Material shown ▸
*** Block opens ***

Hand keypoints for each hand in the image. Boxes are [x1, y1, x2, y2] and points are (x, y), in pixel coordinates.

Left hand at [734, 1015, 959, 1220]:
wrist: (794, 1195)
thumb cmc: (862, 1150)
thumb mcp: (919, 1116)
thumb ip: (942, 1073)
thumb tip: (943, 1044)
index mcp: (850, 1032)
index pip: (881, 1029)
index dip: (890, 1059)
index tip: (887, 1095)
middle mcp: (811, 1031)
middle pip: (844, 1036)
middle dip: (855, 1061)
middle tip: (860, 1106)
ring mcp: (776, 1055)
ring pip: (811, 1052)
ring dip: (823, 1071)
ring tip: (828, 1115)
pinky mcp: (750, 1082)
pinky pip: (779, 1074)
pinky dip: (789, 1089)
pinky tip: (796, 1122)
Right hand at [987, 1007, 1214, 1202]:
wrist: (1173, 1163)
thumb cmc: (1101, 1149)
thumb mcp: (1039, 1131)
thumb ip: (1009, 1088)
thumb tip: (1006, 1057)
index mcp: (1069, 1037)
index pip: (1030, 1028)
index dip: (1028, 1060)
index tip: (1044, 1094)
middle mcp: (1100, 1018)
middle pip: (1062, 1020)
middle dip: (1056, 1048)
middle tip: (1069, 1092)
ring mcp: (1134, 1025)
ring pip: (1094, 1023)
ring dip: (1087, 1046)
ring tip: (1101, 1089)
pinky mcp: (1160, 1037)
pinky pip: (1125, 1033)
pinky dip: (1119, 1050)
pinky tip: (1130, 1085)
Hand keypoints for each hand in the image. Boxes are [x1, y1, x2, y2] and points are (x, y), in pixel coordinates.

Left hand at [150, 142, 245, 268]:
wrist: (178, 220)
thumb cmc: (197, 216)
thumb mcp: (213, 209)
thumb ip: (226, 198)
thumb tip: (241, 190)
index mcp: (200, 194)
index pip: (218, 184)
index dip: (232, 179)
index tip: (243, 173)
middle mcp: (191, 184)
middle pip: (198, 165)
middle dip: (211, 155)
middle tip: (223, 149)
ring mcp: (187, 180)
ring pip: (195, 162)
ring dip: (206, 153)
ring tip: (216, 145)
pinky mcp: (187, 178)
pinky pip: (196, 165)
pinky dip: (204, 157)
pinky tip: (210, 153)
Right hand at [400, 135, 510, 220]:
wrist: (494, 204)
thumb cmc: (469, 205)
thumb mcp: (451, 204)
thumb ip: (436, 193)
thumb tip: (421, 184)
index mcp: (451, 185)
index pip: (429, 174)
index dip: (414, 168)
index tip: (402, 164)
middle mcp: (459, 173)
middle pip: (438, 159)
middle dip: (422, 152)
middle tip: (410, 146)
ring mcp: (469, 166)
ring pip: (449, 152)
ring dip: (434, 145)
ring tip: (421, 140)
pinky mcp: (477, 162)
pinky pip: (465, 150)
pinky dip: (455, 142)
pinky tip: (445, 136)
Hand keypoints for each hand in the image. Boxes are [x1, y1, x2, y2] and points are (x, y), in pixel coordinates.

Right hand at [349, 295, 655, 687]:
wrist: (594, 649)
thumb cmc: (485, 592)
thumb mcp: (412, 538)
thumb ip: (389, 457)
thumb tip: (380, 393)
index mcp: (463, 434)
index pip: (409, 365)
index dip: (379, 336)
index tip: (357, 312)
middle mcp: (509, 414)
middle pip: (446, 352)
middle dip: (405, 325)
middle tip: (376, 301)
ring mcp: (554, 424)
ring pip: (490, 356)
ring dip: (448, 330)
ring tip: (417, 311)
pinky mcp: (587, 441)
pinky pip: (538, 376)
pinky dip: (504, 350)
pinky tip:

*** Block closes ***

Required action ▸ The answer should be all lines from the entries above that hold the word "Right".

Response to the exercise ▸
Right hand at [987, 1007, 1214, 1202]:
Right hand at [400, 135, 510, 220]:
Right hand at [349, 295, 655, 687]:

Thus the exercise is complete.